* **Work instruction**
For every line in the entries that contains "miterLimit", show the whole line.

* **Data to use**
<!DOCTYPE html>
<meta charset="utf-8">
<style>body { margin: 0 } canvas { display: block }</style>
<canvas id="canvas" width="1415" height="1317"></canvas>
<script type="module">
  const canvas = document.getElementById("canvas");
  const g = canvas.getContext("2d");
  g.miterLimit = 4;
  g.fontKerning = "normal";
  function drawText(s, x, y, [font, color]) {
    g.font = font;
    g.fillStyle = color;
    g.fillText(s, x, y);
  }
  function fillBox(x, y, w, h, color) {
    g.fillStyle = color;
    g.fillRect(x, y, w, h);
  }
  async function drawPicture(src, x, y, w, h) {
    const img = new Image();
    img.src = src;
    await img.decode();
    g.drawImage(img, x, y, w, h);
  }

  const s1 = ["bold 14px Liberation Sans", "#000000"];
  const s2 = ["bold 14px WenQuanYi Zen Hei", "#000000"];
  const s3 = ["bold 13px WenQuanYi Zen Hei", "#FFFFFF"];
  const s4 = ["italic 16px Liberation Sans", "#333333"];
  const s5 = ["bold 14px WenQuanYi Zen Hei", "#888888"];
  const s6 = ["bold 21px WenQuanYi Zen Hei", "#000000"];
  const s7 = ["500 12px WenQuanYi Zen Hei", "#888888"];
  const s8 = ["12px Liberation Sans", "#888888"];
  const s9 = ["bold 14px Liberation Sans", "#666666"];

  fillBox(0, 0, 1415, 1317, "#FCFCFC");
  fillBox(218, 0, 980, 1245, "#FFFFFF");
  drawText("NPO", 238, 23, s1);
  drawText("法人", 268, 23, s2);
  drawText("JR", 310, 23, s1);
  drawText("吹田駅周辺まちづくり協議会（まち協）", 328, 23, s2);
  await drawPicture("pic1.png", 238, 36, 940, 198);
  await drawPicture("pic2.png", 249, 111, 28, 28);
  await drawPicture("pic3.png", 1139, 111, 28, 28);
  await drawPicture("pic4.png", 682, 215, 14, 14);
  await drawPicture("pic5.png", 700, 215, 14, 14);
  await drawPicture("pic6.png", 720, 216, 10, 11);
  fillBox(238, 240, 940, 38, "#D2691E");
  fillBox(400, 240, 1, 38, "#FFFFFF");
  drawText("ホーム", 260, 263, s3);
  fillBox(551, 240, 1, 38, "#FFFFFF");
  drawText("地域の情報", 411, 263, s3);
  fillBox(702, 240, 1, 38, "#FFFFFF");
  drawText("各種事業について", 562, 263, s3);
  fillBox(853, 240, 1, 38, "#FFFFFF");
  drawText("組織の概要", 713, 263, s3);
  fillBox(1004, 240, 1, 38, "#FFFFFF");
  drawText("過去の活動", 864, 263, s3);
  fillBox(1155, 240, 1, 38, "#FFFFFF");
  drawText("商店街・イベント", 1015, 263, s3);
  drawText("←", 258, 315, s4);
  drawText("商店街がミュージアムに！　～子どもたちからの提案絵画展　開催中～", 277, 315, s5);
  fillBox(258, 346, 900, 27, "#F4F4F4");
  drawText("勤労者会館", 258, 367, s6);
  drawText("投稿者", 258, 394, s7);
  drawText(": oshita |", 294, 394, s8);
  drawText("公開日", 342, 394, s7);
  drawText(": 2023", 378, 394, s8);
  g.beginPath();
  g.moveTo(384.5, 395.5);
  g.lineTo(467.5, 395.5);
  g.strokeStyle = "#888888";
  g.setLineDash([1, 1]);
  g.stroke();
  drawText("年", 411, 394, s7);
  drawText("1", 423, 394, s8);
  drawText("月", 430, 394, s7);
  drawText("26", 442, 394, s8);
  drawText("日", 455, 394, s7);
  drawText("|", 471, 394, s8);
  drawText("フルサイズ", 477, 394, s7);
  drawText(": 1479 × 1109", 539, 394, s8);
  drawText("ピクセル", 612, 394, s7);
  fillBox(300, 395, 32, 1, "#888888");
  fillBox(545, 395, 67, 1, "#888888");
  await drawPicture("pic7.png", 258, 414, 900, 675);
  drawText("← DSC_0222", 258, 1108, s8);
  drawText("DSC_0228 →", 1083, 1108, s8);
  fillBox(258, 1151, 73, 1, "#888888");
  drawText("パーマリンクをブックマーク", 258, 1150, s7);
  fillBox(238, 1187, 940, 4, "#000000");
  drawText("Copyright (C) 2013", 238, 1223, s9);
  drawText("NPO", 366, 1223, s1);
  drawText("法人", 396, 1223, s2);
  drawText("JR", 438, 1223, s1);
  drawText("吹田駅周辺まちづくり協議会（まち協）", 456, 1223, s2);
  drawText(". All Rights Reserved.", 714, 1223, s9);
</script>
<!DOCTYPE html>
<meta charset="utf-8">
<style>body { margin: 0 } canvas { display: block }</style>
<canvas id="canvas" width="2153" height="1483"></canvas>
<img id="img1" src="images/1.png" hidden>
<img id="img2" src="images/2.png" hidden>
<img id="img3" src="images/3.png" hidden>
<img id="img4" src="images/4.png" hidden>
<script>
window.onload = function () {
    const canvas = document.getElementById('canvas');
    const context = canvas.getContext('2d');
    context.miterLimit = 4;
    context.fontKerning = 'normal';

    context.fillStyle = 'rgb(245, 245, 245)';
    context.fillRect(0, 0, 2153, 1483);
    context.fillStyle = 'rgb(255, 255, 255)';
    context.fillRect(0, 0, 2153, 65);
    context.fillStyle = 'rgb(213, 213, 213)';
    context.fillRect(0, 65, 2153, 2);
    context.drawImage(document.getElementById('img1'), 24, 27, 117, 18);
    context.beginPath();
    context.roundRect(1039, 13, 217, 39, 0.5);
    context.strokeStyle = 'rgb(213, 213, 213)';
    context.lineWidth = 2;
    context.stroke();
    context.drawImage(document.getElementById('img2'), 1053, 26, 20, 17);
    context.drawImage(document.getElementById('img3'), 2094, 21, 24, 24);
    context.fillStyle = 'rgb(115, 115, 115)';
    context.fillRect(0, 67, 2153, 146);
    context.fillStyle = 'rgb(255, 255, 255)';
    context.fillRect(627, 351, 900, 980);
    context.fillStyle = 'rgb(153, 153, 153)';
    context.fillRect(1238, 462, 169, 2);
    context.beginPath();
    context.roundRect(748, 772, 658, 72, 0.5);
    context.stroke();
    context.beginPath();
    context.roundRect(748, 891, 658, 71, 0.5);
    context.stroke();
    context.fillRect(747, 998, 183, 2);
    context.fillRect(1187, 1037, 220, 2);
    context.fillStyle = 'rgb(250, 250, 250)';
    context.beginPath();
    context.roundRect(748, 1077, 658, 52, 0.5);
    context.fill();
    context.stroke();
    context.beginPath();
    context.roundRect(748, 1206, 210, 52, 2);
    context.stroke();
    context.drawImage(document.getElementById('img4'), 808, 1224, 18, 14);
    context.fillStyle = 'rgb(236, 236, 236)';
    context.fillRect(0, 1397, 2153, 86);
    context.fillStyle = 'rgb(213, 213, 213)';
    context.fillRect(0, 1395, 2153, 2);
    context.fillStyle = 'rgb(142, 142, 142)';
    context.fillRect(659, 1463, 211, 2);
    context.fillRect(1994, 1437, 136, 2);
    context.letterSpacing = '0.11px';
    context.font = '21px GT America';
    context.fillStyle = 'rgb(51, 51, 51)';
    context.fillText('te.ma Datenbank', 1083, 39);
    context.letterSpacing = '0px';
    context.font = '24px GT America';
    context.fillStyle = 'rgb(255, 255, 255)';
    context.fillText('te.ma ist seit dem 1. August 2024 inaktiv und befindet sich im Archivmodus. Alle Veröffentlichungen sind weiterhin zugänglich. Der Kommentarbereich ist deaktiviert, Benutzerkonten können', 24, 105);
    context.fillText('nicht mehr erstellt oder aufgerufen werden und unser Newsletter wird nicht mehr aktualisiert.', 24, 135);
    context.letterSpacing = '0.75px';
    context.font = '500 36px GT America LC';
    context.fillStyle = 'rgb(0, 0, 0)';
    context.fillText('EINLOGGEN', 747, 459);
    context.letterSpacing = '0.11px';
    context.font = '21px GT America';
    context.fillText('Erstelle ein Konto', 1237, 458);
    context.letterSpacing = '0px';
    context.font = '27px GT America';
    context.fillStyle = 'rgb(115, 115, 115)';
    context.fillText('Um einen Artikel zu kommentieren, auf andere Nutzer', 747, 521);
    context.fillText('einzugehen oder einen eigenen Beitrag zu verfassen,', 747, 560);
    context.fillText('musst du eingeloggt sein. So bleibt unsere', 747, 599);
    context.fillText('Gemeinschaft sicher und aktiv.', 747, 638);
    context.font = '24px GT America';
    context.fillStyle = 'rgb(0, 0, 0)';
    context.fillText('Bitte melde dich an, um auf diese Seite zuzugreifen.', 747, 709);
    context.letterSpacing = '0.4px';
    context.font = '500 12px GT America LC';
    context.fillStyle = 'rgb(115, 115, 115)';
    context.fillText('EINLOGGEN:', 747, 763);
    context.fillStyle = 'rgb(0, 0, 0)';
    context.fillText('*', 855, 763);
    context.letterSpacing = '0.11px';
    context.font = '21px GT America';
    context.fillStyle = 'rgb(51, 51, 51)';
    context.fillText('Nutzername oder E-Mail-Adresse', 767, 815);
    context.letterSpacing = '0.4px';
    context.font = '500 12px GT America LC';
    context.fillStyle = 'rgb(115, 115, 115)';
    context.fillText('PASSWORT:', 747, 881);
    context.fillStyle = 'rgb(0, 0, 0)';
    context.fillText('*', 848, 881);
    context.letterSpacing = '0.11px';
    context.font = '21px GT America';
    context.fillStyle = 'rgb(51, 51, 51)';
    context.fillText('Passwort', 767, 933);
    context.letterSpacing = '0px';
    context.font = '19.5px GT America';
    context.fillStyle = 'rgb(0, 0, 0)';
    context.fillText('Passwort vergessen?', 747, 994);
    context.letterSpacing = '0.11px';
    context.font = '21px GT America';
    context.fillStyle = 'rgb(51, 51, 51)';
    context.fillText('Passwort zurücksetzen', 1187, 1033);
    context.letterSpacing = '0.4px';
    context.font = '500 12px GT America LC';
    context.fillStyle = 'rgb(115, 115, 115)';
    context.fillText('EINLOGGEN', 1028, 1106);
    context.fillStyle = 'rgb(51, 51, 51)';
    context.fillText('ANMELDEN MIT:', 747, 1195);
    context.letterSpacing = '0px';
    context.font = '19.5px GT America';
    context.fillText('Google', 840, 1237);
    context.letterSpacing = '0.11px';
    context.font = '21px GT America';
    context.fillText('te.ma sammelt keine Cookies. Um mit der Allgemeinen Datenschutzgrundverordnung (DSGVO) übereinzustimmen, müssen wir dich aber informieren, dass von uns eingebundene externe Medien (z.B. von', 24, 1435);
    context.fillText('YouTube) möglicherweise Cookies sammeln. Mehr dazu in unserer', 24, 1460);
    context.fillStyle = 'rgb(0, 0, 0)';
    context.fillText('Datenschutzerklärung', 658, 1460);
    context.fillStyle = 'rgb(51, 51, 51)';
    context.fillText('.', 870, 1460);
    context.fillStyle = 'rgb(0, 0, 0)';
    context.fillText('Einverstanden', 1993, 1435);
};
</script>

* **Task solution**
  g.miterLimit = 4;
    context.miterLimit = 4;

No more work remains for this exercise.